Elizaveta Andreevna Lavrovskaia (Елизавета Андреевна Лавровская) was a Russian opera singer (contralto), also known after her marriage as as Princess Tserteleva (Цертелева), born on 1/13 October 1845 at Kashin, near Tver.

After studying at the Elizavetskii Institute in Moscow, she graduated from the Saint Petersburg Conservatory in 1867, She sang with the Imperial Opera Company in Saint Petersburg from 1868 to 1872 and 1879 to 1880, and with the Bol'shoi Theatre in Moscow from 1890 to 1891. During the 1870s she studied with Pauline Viardot in Paris, and also toured widely in Western Europe.

She was also a professor at the Moscow Conservatory from 1888 until her death in 1919, and by marriage to Prince Petr Nikolaevich Tsertklev, an official at the Ministry of Internal Affairs, she became Princess Tserteleva, but retained the surname Lavrovskaia for her musical career.

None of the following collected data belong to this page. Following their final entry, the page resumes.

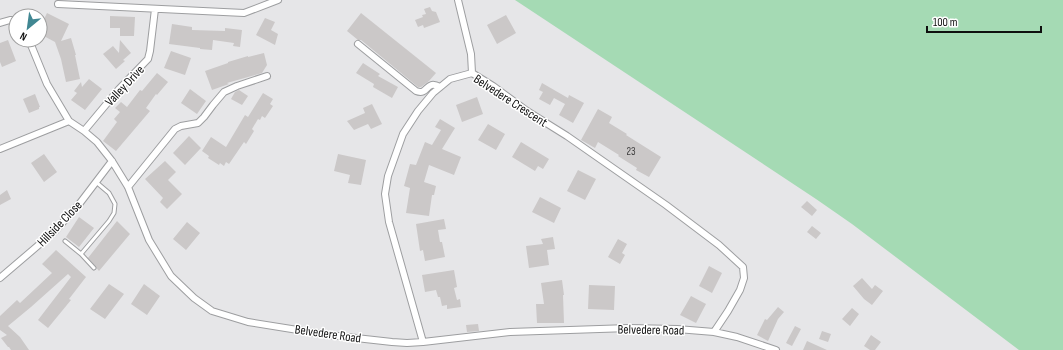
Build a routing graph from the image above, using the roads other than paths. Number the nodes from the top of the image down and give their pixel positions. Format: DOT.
graph roads {
  1 [pos="278,0"];
  2 [pos="458,0"];
  3 [pos="58,4"];
  4 [pos="155,9"];
  5 [pos="358,44"];
  6 [pos="32,48"];
  7 [pos="472,73"];
  8 [pos="268,76"];
  9 [pos="440,87"];
  10 [pos="69,121"];
  11 [pos="84,131"];
  12 [pos="0,150"];
  13 [pos="112,161"];
  14 [pos="96,182"];
  15 [pos="128,187"];
  16 [pos="65,241"];
  17 [pos="81,254"];
  18 [pos="94,268"];
  19 [pos="0,278"];
  20 [pos="714,332"];
  21 [pos="423,342"];
  22 [pos="776,350"];
  1 -- 4 [label="street"];
  2 -- 7 [label="street"];
  3 -- 4 [label="street"];
  4 -- 11 [label="street, Valley Drive"];
  5 -- 9 [label="street"];
  6 -- 10 [label="street, Belvedere Road"];
  7 -- 9 [label="street, Belvedere Crescent"];
  7 -- 20 [label="street, Belvedere Crescent"];
  8 -- 15 [label="street"];
  9 -- 21 [label="street, Belvedere Crescent"];
  10 -- 11 [label="street, Belvedere Road"];
  10 -- 12 [label="street"];
  11 -- 13 [label="street, Belvedere Road"];
  13 -- 14 [label="street, Hillside Close"];
  13 -- 15 [label="street, Belvedere Road"];
  14 -- 17 [label="lane"];
  14 -- 19 [label="street, Hillside Close"];
  15 -- 21 [label="street, Belvedere Road"];
  16 -- 17 [label="lane"];
  17 -- 18 [label="lane"];
  20 -- 21 [label="street, Belvedere Road"];
  20 -- 22 [label="street, Belvedere Road"];
}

In 1877 she suggested the subject for Tchaikovsky's opera Evgenii Onegin, and she was one of the two soloists at the premiere of his coronation cantata Moscow in 1883. The composer dedicated to her his set of Six Romances and Songs, Op. 27 (1875) and the vocal quartet Night (1893).

Elizaveta Lavrovskaia died in Petrograd on 4 February 1919, aged 73.